On 19 June 2018, operation of the line was taken over by Aargau Verkehr AG (AVA), a company formed by the merger of the WSB with BDWM Transport, another narrow-gauge railway in the canton of Aargau.

== Route ==
Both branches begin in Aarau south of the SBB railway station. There is a separate station called Aarau WSB with an own station building and three passenger tracks.

The Wynental branch runs on the track of the former Swiss National Railway between Aarau and Suhr and underpasses the SBB railway line Lenzburg-Zofingen just before the station Suhr. It then follows the main road to Gränichen. In the village of Gränichen the WSB line runs about 100 meters away of the road - in earlier years the line was even on the road, which consistently lead to conflicts with the motor traffic. Further on, the line again follows the main road until Oberkulm, then separately to Gontenschwil and Zetzwil, again next to the main road until Reinach. Between Reinach and Menziken (the terminal station), the WSB line is now using a part of the track of the abandoned SBB line Beinwil am See - Beromünster (Seetalbahn).

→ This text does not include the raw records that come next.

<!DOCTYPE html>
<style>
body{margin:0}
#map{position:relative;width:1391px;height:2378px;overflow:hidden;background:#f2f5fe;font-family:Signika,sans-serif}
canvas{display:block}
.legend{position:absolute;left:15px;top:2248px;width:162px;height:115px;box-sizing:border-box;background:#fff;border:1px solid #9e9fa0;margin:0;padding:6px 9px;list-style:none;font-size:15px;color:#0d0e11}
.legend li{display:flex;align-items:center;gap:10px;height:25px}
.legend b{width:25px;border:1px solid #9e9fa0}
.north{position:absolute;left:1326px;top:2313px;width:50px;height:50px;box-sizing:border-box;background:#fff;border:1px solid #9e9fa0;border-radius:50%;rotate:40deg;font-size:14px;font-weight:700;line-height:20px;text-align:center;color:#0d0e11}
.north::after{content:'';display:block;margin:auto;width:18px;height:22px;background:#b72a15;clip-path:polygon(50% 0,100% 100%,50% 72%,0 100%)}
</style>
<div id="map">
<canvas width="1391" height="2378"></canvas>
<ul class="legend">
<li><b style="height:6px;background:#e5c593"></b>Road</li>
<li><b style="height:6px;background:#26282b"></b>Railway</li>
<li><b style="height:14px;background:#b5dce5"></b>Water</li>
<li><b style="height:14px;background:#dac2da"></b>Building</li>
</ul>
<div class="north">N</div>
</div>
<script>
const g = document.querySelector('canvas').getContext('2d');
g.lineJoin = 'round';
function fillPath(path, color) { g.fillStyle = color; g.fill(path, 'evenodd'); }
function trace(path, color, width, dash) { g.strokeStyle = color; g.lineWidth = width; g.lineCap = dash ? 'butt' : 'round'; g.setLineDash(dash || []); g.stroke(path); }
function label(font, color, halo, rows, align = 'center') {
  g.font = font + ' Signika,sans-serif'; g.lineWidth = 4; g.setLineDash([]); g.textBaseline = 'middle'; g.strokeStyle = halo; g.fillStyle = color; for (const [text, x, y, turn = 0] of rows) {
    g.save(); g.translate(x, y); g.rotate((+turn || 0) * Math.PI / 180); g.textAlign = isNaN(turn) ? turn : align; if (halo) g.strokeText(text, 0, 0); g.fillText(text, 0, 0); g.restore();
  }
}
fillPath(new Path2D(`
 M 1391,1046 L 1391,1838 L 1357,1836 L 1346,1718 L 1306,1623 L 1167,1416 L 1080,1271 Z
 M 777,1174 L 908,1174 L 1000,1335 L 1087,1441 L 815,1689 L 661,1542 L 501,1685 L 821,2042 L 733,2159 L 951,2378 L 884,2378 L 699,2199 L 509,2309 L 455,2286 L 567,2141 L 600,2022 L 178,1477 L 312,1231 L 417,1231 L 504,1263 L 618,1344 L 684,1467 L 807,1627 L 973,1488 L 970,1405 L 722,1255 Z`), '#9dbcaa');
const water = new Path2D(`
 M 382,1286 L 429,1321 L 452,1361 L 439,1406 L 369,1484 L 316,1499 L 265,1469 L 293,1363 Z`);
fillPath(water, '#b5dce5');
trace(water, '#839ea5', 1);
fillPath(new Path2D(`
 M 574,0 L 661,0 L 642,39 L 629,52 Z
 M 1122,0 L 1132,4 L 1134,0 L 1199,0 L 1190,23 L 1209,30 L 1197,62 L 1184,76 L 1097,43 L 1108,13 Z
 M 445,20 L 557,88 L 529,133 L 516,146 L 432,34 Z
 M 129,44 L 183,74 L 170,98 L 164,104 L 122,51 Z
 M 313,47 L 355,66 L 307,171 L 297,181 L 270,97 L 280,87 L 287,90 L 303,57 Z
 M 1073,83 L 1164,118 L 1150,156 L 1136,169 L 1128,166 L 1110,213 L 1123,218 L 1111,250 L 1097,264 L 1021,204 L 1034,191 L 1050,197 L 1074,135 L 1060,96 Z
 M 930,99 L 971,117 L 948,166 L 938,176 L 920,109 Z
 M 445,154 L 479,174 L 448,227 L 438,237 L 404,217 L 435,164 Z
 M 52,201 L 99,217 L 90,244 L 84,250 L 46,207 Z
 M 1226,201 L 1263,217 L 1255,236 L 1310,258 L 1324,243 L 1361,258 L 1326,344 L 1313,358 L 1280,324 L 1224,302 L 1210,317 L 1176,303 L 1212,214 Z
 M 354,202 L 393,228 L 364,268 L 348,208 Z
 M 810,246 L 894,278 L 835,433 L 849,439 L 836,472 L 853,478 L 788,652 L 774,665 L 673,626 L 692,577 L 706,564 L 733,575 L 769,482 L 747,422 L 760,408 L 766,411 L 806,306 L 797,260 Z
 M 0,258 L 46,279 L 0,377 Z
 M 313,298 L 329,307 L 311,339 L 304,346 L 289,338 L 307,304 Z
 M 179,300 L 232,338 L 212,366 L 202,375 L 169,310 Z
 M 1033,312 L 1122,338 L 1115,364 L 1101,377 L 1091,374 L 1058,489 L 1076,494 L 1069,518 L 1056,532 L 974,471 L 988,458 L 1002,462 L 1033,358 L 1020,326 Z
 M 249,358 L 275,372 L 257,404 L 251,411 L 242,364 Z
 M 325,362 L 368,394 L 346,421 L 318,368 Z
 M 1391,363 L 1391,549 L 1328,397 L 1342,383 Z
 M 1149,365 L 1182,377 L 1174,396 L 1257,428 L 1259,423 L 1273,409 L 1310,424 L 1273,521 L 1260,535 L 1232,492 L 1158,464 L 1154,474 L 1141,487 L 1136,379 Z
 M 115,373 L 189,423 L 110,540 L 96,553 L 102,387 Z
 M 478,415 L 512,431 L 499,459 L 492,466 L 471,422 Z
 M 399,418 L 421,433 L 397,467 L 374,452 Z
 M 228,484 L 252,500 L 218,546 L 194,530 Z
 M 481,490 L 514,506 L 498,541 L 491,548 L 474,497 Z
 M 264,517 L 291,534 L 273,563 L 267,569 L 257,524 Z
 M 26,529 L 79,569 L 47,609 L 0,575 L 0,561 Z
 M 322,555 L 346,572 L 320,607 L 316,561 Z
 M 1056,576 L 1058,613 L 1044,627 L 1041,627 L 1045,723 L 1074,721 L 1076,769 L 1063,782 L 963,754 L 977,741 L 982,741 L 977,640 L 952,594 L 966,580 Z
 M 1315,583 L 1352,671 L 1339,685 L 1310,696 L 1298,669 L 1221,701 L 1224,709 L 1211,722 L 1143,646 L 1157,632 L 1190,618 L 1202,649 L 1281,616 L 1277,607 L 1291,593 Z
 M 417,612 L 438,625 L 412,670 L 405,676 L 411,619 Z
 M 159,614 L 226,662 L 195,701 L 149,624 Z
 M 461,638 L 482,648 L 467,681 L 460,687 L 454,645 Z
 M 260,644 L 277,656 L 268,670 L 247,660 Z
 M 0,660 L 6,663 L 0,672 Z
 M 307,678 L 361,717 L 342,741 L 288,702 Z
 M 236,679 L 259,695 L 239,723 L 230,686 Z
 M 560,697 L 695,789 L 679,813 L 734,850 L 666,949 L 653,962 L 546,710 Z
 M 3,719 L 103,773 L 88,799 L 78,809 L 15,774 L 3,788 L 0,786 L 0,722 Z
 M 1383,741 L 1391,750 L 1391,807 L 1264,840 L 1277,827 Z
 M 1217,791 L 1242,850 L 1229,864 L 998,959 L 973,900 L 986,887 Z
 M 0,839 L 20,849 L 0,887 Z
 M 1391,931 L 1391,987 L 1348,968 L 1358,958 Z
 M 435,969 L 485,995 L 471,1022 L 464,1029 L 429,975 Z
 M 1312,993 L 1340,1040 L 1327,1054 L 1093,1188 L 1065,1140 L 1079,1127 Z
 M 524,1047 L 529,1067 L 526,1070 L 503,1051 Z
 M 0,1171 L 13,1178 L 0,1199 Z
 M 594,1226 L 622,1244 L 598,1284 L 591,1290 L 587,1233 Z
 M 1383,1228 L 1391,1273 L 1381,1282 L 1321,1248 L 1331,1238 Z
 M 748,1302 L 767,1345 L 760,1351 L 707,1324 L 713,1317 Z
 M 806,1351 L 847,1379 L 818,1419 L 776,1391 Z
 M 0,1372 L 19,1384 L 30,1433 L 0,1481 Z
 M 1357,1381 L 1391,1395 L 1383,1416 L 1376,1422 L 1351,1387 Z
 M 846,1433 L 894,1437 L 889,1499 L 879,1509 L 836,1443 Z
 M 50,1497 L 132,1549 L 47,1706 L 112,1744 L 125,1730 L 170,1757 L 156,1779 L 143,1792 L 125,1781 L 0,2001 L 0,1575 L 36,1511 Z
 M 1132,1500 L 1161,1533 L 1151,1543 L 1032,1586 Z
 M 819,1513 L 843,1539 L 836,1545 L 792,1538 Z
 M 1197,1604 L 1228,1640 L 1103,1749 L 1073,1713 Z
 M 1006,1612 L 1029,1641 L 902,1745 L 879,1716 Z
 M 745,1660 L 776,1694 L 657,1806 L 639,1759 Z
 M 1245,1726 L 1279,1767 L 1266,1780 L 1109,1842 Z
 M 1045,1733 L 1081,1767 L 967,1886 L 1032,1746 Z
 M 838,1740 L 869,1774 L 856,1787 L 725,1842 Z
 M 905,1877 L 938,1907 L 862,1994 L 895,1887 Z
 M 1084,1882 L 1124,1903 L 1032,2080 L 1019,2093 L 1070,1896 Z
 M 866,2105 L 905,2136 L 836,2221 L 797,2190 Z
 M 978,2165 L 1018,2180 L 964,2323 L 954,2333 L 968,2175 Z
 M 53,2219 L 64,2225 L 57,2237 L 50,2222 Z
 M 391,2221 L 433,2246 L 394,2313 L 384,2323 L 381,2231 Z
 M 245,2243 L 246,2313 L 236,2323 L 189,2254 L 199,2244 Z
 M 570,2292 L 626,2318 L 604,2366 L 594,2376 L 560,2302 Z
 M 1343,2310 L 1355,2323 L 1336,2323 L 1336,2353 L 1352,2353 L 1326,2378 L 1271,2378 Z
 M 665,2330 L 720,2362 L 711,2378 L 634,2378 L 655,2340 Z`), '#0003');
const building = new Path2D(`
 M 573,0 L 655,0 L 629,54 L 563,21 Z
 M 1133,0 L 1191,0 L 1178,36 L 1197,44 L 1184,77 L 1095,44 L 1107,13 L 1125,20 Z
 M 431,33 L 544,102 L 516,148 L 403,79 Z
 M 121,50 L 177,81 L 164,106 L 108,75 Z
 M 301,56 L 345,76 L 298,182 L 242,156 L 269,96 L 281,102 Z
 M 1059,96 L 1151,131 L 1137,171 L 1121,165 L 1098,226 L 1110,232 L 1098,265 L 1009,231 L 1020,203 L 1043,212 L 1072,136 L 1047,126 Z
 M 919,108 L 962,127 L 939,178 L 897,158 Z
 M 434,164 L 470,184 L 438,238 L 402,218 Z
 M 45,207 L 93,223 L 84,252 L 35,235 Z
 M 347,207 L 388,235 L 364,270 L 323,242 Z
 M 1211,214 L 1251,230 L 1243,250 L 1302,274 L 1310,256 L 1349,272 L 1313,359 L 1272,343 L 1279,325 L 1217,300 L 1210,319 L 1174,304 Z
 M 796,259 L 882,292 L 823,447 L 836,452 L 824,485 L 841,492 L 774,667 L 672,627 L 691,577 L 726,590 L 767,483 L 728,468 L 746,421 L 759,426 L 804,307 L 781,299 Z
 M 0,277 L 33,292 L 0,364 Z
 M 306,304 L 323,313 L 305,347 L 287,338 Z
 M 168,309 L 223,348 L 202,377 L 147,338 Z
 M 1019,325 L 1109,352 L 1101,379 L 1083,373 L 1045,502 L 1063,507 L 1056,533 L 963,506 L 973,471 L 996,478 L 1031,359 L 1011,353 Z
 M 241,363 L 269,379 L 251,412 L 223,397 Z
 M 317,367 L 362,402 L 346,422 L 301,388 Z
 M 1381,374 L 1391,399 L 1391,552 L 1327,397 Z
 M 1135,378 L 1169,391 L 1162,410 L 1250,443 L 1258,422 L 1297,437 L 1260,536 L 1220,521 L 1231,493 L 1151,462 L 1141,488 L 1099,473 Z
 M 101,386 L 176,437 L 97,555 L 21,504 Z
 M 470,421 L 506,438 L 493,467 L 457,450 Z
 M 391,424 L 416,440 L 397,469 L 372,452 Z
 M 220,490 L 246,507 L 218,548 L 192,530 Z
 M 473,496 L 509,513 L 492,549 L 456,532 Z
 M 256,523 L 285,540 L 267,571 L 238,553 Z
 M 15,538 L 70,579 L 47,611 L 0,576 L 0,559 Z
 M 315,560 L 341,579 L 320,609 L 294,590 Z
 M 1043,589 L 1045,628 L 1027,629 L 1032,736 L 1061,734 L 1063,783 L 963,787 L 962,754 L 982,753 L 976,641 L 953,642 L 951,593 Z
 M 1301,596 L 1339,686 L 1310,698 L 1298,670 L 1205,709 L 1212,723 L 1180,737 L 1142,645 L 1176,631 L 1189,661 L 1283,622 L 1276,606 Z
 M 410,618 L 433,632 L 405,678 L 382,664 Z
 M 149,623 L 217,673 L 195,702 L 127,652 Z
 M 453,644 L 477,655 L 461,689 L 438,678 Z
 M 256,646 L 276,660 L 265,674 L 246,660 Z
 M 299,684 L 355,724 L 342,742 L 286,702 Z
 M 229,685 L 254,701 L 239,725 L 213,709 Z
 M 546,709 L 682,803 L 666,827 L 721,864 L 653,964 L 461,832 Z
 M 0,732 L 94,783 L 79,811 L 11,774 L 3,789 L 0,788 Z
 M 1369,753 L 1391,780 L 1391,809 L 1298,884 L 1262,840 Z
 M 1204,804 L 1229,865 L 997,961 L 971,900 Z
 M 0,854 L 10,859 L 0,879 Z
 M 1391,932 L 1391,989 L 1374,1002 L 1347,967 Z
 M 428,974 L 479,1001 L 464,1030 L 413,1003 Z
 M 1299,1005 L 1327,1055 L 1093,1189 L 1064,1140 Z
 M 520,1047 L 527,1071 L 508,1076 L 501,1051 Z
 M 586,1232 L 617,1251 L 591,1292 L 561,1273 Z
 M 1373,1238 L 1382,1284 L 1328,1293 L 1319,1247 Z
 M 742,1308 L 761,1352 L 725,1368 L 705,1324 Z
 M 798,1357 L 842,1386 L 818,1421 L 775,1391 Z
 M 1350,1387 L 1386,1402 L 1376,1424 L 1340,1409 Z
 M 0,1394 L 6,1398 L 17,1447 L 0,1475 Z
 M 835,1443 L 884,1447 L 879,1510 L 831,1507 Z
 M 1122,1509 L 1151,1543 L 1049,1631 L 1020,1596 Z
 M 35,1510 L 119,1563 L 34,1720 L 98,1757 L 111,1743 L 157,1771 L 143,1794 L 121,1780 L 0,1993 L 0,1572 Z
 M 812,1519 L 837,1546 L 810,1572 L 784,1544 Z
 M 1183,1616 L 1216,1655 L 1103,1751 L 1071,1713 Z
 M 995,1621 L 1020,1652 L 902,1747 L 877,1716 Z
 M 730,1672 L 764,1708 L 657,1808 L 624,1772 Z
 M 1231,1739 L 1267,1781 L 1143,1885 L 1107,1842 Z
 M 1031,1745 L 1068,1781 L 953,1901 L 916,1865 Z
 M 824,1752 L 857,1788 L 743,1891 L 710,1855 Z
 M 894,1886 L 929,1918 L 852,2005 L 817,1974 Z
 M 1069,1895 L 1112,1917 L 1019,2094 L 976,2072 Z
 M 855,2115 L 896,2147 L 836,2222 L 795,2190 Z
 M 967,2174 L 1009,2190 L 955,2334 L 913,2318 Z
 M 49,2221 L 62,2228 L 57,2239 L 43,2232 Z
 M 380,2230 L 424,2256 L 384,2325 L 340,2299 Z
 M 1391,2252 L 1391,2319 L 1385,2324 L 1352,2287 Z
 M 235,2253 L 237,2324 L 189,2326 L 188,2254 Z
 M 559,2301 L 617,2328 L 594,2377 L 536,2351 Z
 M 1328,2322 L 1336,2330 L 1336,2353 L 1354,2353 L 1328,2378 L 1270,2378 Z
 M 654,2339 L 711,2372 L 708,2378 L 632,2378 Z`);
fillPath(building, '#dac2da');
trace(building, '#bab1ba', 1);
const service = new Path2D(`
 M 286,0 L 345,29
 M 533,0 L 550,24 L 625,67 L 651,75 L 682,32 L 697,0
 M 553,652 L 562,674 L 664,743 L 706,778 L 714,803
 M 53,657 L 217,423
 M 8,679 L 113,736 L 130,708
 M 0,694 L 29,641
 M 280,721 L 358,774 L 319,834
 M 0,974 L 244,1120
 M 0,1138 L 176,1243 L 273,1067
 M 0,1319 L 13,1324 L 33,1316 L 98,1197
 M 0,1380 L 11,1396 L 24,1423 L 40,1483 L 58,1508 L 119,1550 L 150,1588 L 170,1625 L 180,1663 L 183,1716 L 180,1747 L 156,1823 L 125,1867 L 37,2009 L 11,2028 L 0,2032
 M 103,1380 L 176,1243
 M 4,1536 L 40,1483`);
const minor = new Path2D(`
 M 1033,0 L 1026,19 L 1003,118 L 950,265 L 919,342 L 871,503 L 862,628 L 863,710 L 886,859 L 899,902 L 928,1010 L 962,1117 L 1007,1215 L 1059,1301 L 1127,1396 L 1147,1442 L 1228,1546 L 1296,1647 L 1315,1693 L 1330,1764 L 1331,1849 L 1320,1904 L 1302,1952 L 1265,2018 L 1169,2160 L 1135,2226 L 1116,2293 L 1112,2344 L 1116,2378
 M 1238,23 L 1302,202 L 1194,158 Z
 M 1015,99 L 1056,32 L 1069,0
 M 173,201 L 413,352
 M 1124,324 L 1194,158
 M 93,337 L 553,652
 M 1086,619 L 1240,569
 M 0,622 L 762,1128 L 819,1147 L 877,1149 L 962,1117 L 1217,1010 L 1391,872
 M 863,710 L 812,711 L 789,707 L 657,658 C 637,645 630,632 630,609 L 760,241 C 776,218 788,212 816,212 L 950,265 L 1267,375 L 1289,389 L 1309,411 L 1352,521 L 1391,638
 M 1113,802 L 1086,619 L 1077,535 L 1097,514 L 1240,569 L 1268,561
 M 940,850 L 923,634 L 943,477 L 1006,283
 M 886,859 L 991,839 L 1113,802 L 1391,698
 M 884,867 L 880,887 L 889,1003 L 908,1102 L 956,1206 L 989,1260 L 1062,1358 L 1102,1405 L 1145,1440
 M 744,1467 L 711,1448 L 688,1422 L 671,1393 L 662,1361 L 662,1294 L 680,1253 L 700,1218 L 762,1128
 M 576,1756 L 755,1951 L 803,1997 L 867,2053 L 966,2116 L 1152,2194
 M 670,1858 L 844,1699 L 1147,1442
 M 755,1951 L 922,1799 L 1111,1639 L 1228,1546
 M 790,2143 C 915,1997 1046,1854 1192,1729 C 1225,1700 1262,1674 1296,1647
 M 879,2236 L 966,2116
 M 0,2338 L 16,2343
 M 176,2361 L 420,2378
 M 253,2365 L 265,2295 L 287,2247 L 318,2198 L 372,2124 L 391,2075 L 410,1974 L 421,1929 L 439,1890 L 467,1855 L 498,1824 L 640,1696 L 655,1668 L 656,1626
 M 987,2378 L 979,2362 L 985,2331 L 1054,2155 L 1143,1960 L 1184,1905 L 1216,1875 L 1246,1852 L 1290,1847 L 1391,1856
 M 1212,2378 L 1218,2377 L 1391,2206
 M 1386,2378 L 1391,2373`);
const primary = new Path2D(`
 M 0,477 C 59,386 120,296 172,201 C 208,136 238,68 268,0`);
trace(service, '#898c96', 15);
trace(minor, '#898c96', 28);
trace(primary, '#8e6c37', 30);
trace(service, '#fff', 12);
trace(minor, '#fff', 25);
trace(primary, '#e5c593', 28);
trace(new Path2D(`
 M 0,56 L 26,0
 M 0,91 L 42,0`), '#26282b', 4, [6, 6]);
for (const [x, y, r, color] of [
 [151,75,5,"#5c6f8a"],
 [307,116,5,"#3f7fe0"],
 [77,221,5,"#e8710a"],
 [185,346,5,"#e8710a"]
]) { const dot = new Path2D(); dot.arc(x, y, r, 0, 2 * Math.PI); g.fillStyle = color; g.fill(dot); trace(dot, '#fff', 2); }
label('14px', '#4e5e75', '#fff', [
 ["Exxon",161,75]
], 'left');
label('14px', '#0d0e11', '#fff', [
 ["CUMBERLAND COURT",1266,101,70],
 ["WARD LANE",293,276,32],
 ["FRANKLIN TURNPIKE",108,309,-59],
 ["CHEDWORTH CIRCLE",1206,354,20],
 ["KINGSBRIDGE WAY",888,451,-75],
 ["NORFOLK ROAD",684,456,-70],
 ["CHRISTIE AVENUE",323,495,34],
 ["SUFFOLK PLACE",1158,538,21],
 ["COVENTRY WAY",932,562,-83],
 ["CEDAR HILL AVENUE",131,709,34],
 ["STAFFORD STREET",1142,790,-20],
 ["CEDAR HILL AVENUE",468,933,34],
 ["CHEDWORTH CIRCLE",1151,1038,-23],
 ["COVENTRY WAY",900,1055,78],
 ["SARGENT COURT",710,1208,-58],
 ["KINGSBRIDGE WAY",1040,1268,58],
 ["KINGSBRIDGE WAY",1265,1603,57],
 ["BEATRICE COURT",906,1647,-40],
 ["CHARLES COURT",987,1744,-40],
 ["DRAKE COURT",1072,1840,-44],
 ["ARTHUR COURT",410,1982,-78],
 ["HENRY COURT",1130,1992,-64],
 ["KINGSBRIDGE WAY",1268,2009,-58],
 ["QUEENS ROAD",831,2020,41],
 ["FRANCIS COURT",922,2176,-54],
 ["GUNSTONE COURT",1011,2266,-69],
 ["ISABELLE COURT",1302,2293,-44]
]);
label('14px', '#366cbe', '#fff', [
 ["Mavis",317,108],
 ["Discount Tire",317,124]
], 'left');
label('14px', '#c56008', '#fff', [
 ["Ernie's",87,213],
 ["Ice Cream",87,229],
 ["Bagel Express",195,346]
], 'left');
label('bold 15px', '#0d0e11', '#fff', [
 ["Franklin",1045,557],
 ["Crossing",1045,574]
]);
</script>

The Suhrental branch first leads to a short tunnel, then follows the main road via Unterentfelden, Oberentfelden, Muhen, Hirschthal to Schöftland. At Oberentfelden, the WSB line crosses the SBB line Lenzburg-Zofingen on a level crossing. Also in Oberentfelden, there is still a small part on the road; in Muhen, the railway line has been diverted from the main road in 2004.

The main workshops are in Schöftland next to the passenger station.

== Operation ==
=== Service pattern ===
On workdays until 8 pm, and on Saturdays until 6 pm, there is a quarter-hourly service, in the evenings and on Sundays the trains run every half-hour.